8. Female Hysteria -- We all know that even though she is the spawn of Henry the Eighth, Elizabeth is, unfortunately, plagued with having a vagina. Having a vagina means that she is completely unfulfilled by power and wealth and would rather have Raleigh in a cottage with some brats running about. This is evidenced by her bipolar like behavior towards Raleigh. She loves him so much she commands him to not go back to the new world but to stay in England with her (eyelash flutter). In actuality, Raleigh stayed because of impending war and not so that Lizzie could get her "quaint honor" all worked up over him. Cate Blanchett's portrayal of Elizabeth is embarrassing. There are plenty of shrieks, tantrums, agonized expressions, blank stares of despair, and the classic Blanchett "I'm-covering-my-mouth-dramatically-to-stifle-the-screams" move.

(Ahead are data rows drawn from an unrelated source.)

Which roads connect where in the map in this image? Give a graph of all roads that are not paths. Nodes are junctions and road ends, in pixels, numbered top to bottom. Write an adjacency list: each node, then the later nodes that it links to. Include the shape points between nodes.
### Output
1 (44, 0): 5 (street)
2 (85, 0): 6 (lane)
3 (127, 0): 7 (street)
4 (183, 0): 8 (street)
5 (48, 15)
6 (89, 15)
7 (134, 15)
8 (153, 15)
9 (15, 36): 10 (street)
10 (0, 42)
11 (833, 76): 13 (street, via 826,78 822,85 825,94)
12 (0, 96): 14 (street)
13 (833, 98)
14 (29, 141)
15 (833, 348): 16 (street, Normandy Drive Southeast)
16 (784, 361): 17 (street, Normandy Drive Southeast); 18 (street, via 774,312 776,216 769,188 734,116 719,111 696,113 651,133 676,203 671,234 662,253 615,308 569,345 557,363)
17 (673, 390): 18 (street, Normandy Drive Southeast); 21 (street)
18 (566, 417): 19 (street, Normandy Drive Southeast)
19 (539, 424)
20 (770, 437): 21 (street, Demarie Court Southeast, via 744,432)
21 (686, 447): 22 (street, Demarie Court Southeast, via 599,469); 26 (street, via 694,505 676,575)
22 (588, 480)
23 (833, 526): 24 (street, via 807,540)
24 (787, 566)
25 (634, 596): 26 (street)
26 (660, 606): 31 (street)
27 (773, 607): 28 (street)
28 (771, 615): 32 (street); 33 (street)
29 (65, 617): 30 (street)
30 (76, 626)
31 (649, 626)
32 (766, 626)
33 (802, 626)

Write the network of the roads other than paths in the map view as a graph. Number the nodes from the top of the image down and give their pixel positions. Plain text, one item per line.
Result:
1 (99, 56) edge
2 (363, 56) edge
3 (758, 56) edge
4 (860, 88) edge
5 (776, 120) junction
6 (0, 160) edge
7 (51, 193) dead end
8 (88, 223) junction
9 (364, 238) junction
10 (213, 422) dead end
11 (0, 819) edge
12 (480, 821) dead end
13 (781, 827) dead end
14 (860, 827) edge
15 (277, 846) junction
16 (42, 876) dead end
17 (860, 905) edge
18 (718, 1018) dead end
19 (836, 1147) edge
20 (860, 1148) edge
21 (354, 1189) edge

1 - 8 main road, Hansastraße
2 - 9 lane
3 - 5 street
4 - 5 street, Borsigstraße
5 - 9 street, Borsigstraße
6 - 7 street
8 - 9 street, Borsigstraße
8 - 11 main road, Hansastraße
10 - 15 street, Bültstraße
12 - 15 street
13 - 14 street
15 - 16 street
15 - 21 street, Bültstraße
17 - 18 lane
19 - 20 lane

7. Bad Montage -- This sapfest climaxes in a really bad montage about midway through the movie. Basically, the director took scenes from the first Lizzy movie. It is the part where she is dancing with her Duddikins (a.k.a Dudley, Earl of Essex) and takes out the Dudley to replace the scene with WALTER RALEIGH. Really, REALLY?! Oh, poor Lizzy. She hasn't been properly laid and all that sexual tension from Dudders has given her blue balls. She is unable to even think about her duties as sovereign when she is pining over her past loves (Duddy) and her new interests (Raleigh).

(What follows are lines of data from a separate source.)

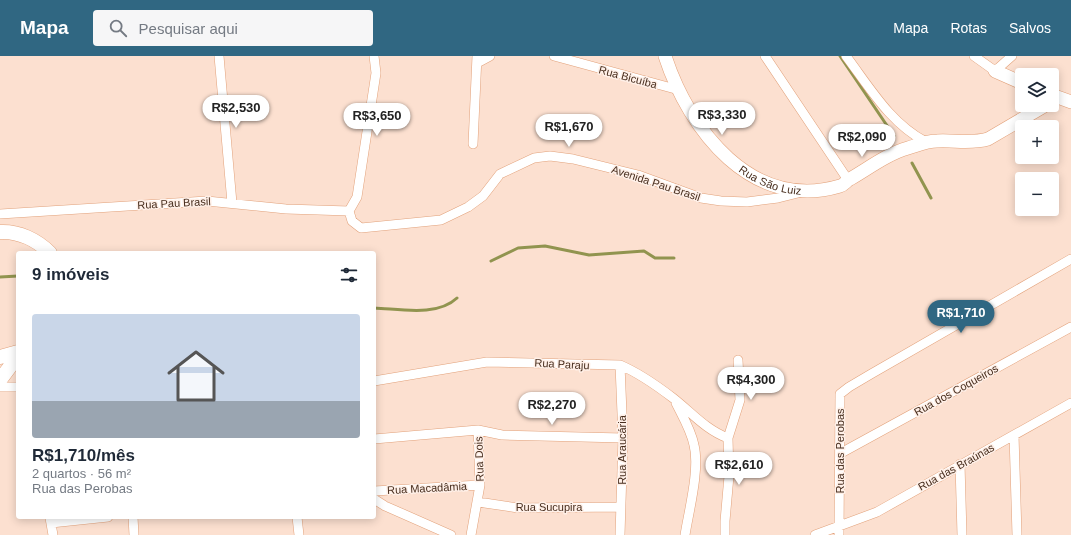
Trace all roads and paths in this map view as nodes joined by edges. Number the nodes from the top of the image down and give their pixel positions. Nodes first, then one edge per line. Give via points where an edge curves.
1 (219, 56) edge
2 (374, 56) edge
3 (490, 56) edge
4 (554, 56) edge
5 (585, 56) edge
6 (665, 56) edge
7 (765, 56) edge
8 (846, 56) edge
9 (974, 56) edge
10 (1012, 56) edge
11 (477, 59) edge
12 (587, 66) junction
13 (995, 71) junction
14 (1015, 80) edge
15 (679, 90) junction
16 (1059, 99) edge
17 (1071, 102) edge
18 (1034, 112) edge
19 (926, 142) junction
20 (473, 144) dead end
21 (848, 180) junction
22 (803, 192) junction
23 (232, 203) junction
24 (349, 211) junction
25 (0, 214) edge
26 (0, 232) edge
27 (48, 251) edge
28 (1071, 259) edge
29 (1071, 327) edge
30 (16, 353) edge
31 (0, 357) edge
32 (16, 359) edge
33 (738, 360) dead end
34 (620, 365) junction
35 (0, 380) edge
36 (376, 381) edge
37 (0, 387) edge
38 (16, 387) edge
39 (673, 398) junction
40 (1071, 403) edge
41 (478, 430) junction
42 (1014, 435) junction
43 (623, 438) junction
44 (728, 438) junction
45 (376, 439) edge
46 (841, 453) junction
47 (960, 464) junction
48 (480, 485) junction
49 (376, 491) edge
50 (376, 500) edge
51 (478, 502) junction
52 (621, 507) junction
53 (70, 519) edge
54 (133, 519) edge
55 (297, 519) edge
56 (51, 520) edge
57 (839, 531) edge
58 (53, 535) edge
59 (134, 535) edge
60 (299, 535) edge
61 (452, 535) edge
62 (471, 535) edge
63 (620, 535) edge
64 (685, 535) edge
65 (725, 535) edge
66 (815, 535) edge
67 (962, 535) edge
68 (1016, 535) edge

1 - 23 street
2 - 24 street via 376,74 357,197
3 - 11 street
4 - 12 street, Rua Bicuíba
5 - 12 street
6 - 15 street, Rua São Luiz
7 - 21 street
8 - 19 street via 896,121 911,134
9 - 13 street
10 - 13 street
11 - 20 street
12 - 15 street, Rua Bicuíba
13 - 14 street
15 - 22 street, Rua São Luiz via 703,132 719,152 762,181 785,190
16 - 17 street
18 - 19 street, Rua São Luiz via 988,139 978,142
19 - 21 street, Rua São Luiz via 892,153
21 - 22 street, Rua São Luiz via 842,186
22 - 24 street, Avenida Pau Brasil via 746,202 721,201 701,198 638,175 550,156 534,158 500,174 483,196 468,207 441,220 361,228 352,221
23 - 24 street, Rua Pau Brasil via 286,209
23 - 25 street, Rua Pau Brasil via 207,201
26 - 27 main road via 27,237
28 - 46 street, Rua das Perobas via 840,394
29 - 46 street, Rua dos Coqueiros
30 - 31 main road
32 - 35 main road
33 - 44 street via 740,400
34 - 36 street, Rua Paraju via 487,362
34 - 39 street, Rua Paraju via 636,372
34 - 43 street, Rua Araucária
37 - 38 street
39 - 44 street, Rua Paraju via 711,430
39 - 64 street via 689,426 695,447 696,466
40 - 42 street, Rua das Braúnas
41 - 43 street via 502,435
41 - 45 street
41 - 48 street, Rua Dois
42 - 47 street, Rua das Braúnas
42 - 68 street
43 - 52 street, Rua Araucária
44 - 65 street via 729,476
46 - 57 street, Rua das Perobas
47 - 57 street, Rua das Braúnas
47 - 67 street
48 - 49 street, Rua Macadâmia
48 - 51 street, Rua Dois
50 - 61 street
51 - 52 street, Rua Sucupira via 518,508
51 - 62 street, Rua Dois
52 - 63 street, Rua Araucária
53 - 56 street
54 - 59 street
55 - 60 street
56 - 58 street
57 - 66 street, Rua das Braúnas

6. Assassins Running A-Muck -- So everyone knows that there are plenty of folks who would love to off Lizzy and get a good ole' Catholic queen. Security is increased; the council is on alert and Lizzy is .... off riding horses alone with Raleigh, walking into churches with nary a guard and only her gleaming purity to save her (apparently, when the queen wears white she glows like that chic from Touched by an Angel). Towards the end, Lizzy stands on some cliffs looking out to sea at the burning Armada in her nightie with the wind whipping round her. So much for royal propriety.

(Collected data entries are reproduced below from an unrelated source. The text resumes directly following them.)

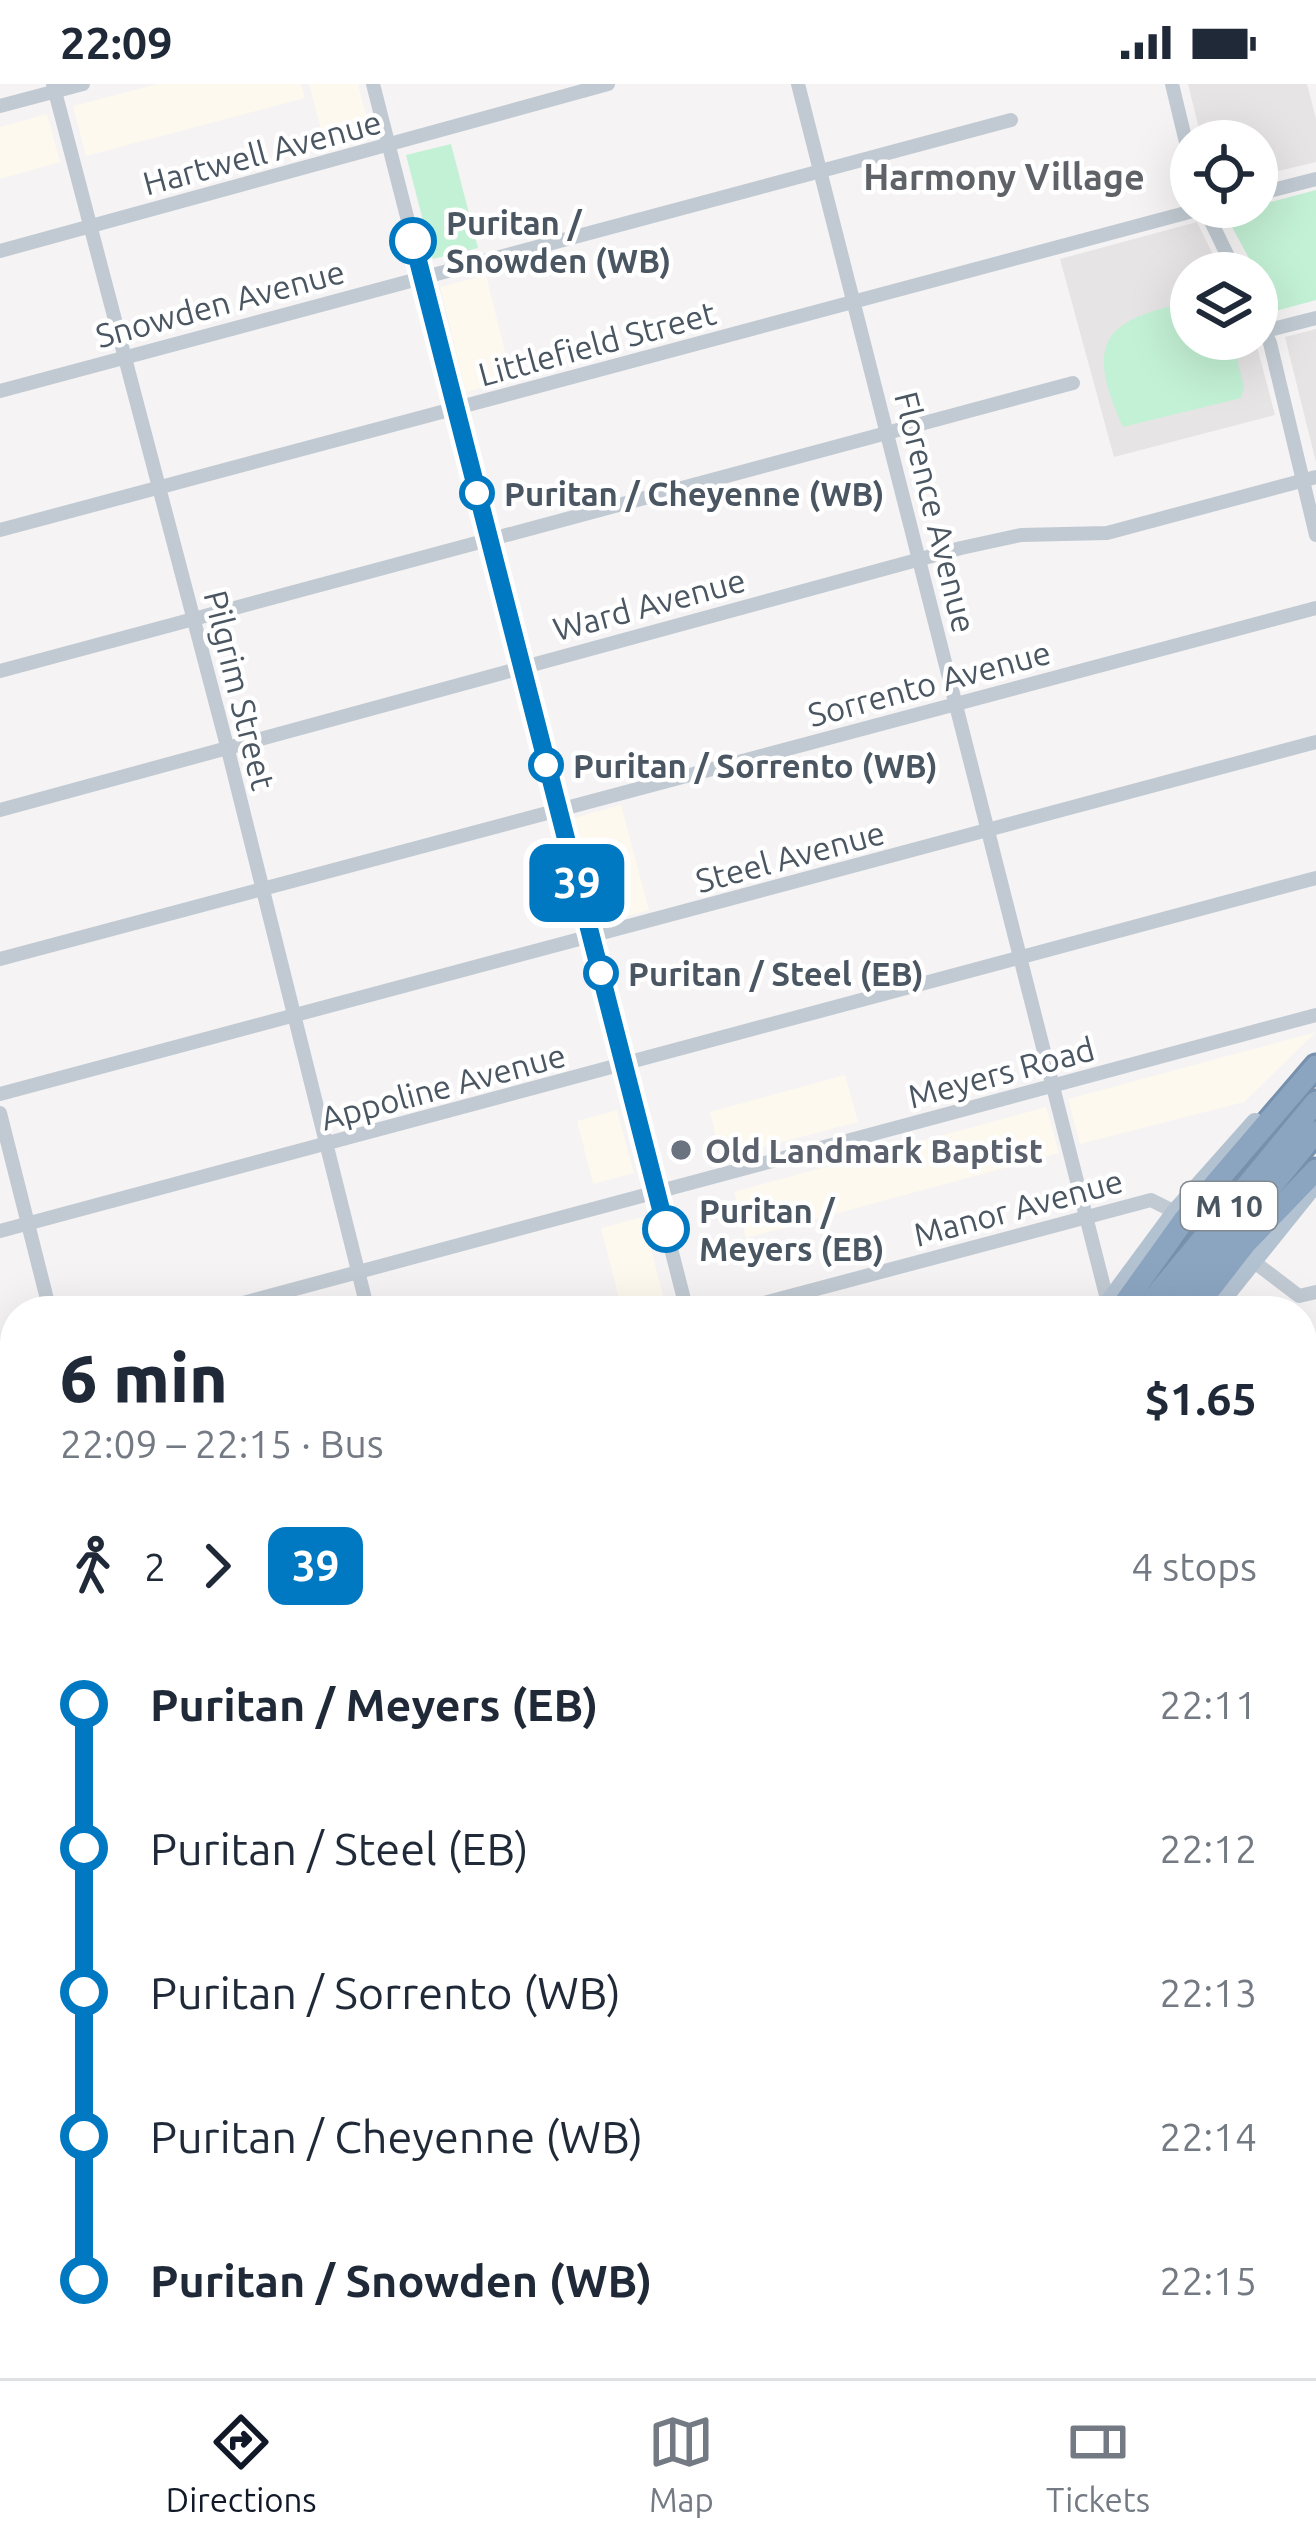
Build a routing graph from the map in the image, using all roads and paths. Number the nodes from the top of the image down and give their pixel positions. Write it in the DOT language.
graph roads {
  1 [pos="83,84"];
  2 [pos="373,84"];
  3 [pos="608,84"];
  4 [pos="798,84"];
  5 [pos="1172,84"];
  6 [pos="54,88"];
  7 [pos="0,106"];
  8 [pos="1011,120"];
  9 [pos="1181,120"];
  10 [pos="388,146"];
  11 [pos="820,170"];
  12 [pos="1316,178"];
  13 [pos="1278,188"];
  14 [pos="1170,216"];
  15 [pos="91,227"];
  16 [pos="0,251"];
  17 [pos="422,277"];
  18 [pos="854,301"];
  19 [pos="1316,318"];
  20 [pos="1278,328"];
  21 [pos="126,357"];
  22 [pos="1274,360"];
  23 [pos="1073,383"];
  24 [pos="0,391"];
  25 [pos="456,409"];
  26 [pos="887,431"];
  27 [pos="1310,478"];
  28 [pos="160,487"];
  29 [pos="0,530"];
  30 [pos="1316,535"];
  31 [pos="489,540"];
  32 [pos="919,560"];
  33 [pos="1316,608"];
  34 [pos="195,619"];
  35 [pos="521,668"];
  36 [pos="0,670"];
  37 [pos="957,703"];
  38 [pos="1316,742"];
  39 [pos="227,746"];
  40 [pos="0,810"];
  41 [pos="558,812"];
  42 [pos="989,831"];
  43 [pos="1316,878"];
  44 [pos="263,888"];
  45 [pos="592,937"];
  46 [pos="1022,955"];
  47 [pos="0,959"];
  48 [pos="294,1014"];
  49 [pos="1316,1015"];
  50 [pos="1316,1062"];
  51 [pos="624,1064"];
  52 [pos="1054,1085"];
  53 [pos="0,1094"];
  54 [pos="1316,1102"];
  55 [pos="0,1113"];
  56 [pos="1316,1132"];
  57 [pos="329,1146"];
  58 [pos="1316,1171"];
  59 [pos="1316,1183"];
  60 [pos="657,1193"];
  61 [pos="1174,1212"];
  62 [pos="1087,1217"];
  63 [pos="28,1223"];
  64 [pos="0,1231"];
  65 [pos="1253,1261"];
  66 [pos="359,1272"];
  67 [pos="1316,1292"];
  68 [pos="46,1296"];
  69 [pos="269,1296"];
  70 [pos="365,1296"];
  71 [pos="683,1296"];
  72 [pos="790,1296"];
  73 [pos="1107,1296"];
  74 [pos="1118,1296"];
  75 [pos="1120,1296"];
  76 [pos="1155,1296"];
  77 [pos="1181,1296"];
  78 [pos="1204,1296"];
  79 [pos="1225,1296"];
  1 -- 6 [label="street"];
  2 -- 10 [label="street"];
  3 -- 10 [label="street, Hartwell Avenue"];
  4 -- 11 [label="street, Florence Avenue"];
  5 -- 9 [label="street"];
  6 -- 7 [label="street"];
  6 -- 15 [label="street, Pilgrim Street"];
  8 -- 11 [label="street, Snowden Avenue"];
  10 -- 15 [label="street, Hartwell Avenue"];
  10 -- 17 [label="street"];
  11 -- 17 [label="street, Snowden Avenue"];
  11 -- 18 [label="street, Florence Avenue"];
  12 -- 13 [label="street"];
  14 -- 18 [label="street, Littlefield Street"];
  15 -- 16 [label="street, Hartwell Avenue"];
  15 -- 21 [label="street, Pilgrim Street"];
  17 -- 21 [label="street, Snowden Avenue"];
  17 -- 25 [label="street"];
  18 -- 25 [label="street, Littlefield Street"];
  18 -- 26 [label="street, Florence Avenue"];
  19 -- 20 [label="street"];
  21 -- 24 [label="street, Snowden Avenue"];
  21 -- 28 [label="street, Pilgrim Street"];
  22 -- 27 [label="street"];
  23 -- 26 [label="street"];
  25 -- 28 [label="street, Littlefield Street"];
  25 -- 31 [label="street"];
  26 -- 31 [label="street"];
  26 -- 32 [label="street, Florence Avenue"];
  27 -- 30 [label="street"];
  27 -- 32 [label="street, Ward Avenue"];
  28 -- 29 [label="street, Littlefield Street"];
  28 -- 34 [label="street, Pilgrim Street"];
  31 -- 34 [label="street"];
  31 -- 35 [label="street"];
  32 -- 35 [label="street, Ward Avenue"];
  32 -- 37 [label="street, Florence Avenue"];
  33 -- 37 [label="street, Sorrento Avenue"];
  34 -- 36 [label="street"];
  34 -- 39 [label="street, Pilgrim Street"];
  35 -- 39 [label="street, Ward Avenue"];
  35 -- 41 [label="street"];
  37 -- 41 [label="street, Sorrento Avenue"];
  37 -- 42 [label="street, Florence Avenue"];
  38 -- 42 [label="street, Steel Avenue"];
  39 -- 40 [label="street, Ward Avenue"];
  39 -- 44 [label="street, Pilgrim Street"];
  41 -- 44 [label="street, Sorrento Avenue"];
  41 -- 45 [label="street"];
  42 -- 45 [label="street, Steel Avenue"];
  42 -- 46 [label="street, Florence Avenue"];
  43 -- 46 [label="street, Appoline Avenue"];
  44 -- 47 [label="street, Sorrento Avenue"];
  44 -- 48 [label="street, Pilgrim Street"];
  45 -- 48 [label="street, Steel Avenue"];
  45 -- 51 [label="street"];
  46 -- 51 [label="street, Appoline Avenue"];
  46 -- 52 [label="street, Florence Avenue"];
  48 -- 53 [label="street, Steel Avenue"];
  48 -- 57 [label="street, Pilgrim Street"];
  49 -- 52 [label="street, Meyers Road"];
  50 -- 61 [label="main road"];
  50 -- 75 [label="highway"];
  51 -- 57 [label="street, Appoline Avenue"];
  51 -- 60 [label="street"];
  52 -- 60 [label="street, Meyers Road"];
  52 -- 62 [label="street, Florence Avenue"];
  54 -- 76 [label="highway, M 10"];
  55 -- 63 [label="street"];
  56 -- 77 [label="highway, M 10"];
  57 -- 63 [label="street, Appoline Avenue"];
  57 -- 66 [label="street, Pilgrim Street"];
  58 -- 78 [label="highway"];
  59 -- 65 [label="main road"];
  60 -- 66 [label="street, Meyers Road"];
  60 -- 71 [label="street"];
  61 -- 62 [label="street, Manor Avenue"];
  61 -- 74 [label="main road"];
  62 -- 72 [label="street, Manor Avenue"];
  62 -- 73 [label="street, Florence Avenue"];
  63 -- 64 [label="street, Appoline Avenue"];
  63 -- 68 [label="street"];
  65 -- 67 [label="street"];
  65 -- 79 [label="main road"];
  66 -- 69 [label="street, Meyers Road"];
  66 -- 70 [label="street, Pilgrim Street"];
}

5. Mary Queen of Scots WTF -- In this film Mary Q. is portrayed as a vile trollop. Okay. I can buy that, depending on which interpretation you read of MQ's bio she was a bit haughty. What is completely effed up is that MQ is executed in a sort of throne room, wearing a scarlet dress and the entire execution is screwy from a historical standpoint. Oh, yes, it is all very dramatic. But not right and frankly since mostly nerd watch these sorts of historical movies I think that directors have a duty to nerding-types.
4. Not giving Drake his due -- Drake gets a slight nod mid-way through the Armada sequence, but he definitely doesn't get the mad props he deserves. Raleigh is credited with the piracy that pissed off Spain (that was Drake) and Raleigh has the brilliant idea for fire ships (Drake again). Raleigh was present during the Armada show-down, but didn't play a large part in the ass kicking.
3. They Fucked up the Armada Scene -- According to this film Raleigh (Clive Owen) saves the day by kicking the Spanish Armada's ass nearly single-handedly. In addition to Drake only being mentioned in passing, John Hawkins (the leader of the English fleet) doesn't get mentioned at all. And Raleigh certainly didn't dive into the flaming waters of the Atlantic nor did he scale burning ships.
2. Overt Symbolism -- At the end of the film King Philip of Spain is praying to God about this defeat. He says to his Jeebus that he (Philip) is the light and wishes to lead England out of damnation. Then the candle blows out. And rosary beads sink into the flaming ocean and a cross dips under a wave. (Rolls eyes). All this while Lizzy stands in her nightie looking into the night with a look of quick victory on her face. Painful. Oh so painful.
1. Stupid -- it was stupid.
The ONE REDEEMING QUALITY -- according to roommate (a.k.a. Fashion Design major) they used lovely brocades.